## Work item
Check each line of the data, and copy those where "paths" appears.

## Source material
──────────────────────────────
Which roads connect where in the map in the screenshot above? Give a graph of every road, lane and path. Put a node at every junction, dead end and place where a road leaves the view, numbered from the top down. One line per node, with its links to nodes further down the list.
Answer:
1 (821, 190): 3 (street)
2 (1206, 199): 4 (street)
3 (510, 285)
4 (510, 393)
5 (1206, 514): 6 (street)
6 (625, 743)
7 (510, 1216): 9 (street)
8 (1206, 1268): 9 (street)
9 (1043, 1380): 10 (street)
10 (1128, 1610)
──────────────────────────────
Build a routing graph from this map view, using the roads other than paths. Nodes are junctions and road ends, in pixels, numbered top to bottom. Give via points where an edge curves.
──────────────────────────────
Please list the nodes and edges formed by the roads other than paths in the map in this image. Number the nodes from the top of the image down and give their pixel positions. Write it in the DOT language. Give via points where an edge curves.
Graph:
──────────────────────────────
## Expected output
Build a routing graph from this map view, using the roads other than paths. Nodes are junctions and road ends, in pixels, numbered top to bottom. Give via points where an edge curves.
Please list the nodes and edges formed by the roads other than paths in the map in this image. Number the nodes from the top of the image down and give their pixel positions. Write it in the DOT language. Give via points where an edge curves.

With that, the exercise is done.